-- Records for processing follows --
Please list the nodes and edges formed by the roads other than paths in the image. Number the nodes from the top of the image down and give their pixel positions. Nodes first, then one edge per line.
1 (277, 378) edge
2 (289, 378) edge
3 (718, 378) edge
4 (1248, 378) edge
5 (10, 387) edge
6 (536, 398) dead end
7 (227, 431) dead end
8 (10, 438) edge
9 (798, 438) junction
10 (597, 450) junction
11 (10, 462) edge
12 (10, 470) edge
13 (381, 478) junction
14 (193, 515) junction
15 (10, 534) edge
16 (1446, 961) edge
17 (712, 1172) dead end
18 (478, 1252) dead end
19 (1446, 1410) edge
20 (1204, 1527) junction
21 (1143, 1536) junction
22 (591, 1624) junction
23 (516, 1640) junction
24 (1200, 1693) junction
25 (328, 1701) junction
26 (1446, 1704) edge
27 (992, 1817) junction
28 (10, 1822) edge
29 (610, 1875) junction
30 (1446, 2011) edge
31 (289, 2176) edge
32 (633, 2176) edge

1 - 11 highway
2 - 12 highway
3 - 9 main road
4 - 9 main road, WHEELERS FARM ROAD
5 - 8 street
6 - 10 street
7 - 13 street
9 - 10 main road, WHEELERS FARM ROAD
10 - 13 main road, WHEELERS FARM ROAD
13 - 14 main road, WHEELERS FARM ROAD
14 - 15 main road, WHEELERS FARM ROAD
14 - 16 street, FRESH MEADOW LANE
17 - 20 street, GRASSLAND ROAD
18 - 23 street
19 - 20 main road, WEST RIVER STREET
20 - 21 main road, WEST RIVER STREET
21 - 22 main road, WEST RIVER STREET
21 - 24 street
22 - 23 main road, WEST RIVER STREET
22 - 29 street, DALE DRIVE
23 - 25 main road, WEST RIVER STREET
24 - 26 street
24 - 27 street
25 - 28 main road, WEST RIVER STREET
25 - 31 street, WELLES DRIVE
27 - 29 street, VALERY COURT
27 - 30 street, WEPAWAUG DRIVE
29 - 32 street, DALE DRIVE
-- Records for processing concluded --
### [Task directions]
Reproduce the material exactly, and keep every line as it is.

### [Written solution]
Please list the nodes and edges formed by the roads other than paths in the image. Number the nodes from the top of the image down and give their pixel positions. Nodes first, then one edge per line.
1 (277, 378) edge
2 (289, 378) edge
3 (718, 378) edge
4 (1248, 378) edge
5 (10, 387) edge
6 (536, 398) dead end
7 (227, 431) dead end
8 (10, 438) edge
9 (798, 438) junction
10 (597, 450) junction
11 (10, 462) edge
12 (10, 470) edge
13 (381, 478) junction
14 (193, 515) junction
15 (10, 534) edge
16 (1446, 961) edge
17 (712, 1172) dead end
18 (478, 1252) dead end
19 (1446, 1410) edge
20 (1204, 1527) junction
21 (1143, 1536) junction
22 (591, 1624) junction
23 (516, 1640) junction
24 (1200, 1693) junction
25 (328, 1701) junction
26 (1446, 1704) edge
27 (992, 1817) junction
28 (10, 1822) edge
29 (610, 1875) junction
30 (1446, 2011) edge
31 (289, 2176) edge
32 (633, 2176) edge

1 - 11 highway
2 - 12 highway
3 - 9 main road
4 - 9 main road, WHEELERS FARM ROAD
5 - 8 street
6 - 10 street
7 - 13 street
9 - 10 main road, WHEELERS FARM ROAD
10 - 13 main road, WHEELERS FARM ROAD
13 - 14 main road, WHEELERS FARM ROAD
14 - 15 main road, WHEELERS FARM ROAD
14 - 16 street, FRESH MEADOW LANE
17 - 20 street, GRASSLAND ROAD
18 - 23 street
19 - 20 main road, WEST RIVER STREET
20 - 21 main road, WEST RIVER STREET
21 - 22 main road, WEST RIVER STREET
21 - 24 street
22 - 23 main road, WEST RIVER STREET
22 - 29 street, DALE DRIVE
23 - 25 main road, WEST RIVER STREET
24 - 26 street
24 - 27 street
25 - 28 main road, WEST RIVER STREET
25 - 31 street, WELLES DRIVE
27 - 29 street, VALERY COURT
27 - 30 street, WEPAWAUG DRIVE
29 - 32 street, DALE DRIVE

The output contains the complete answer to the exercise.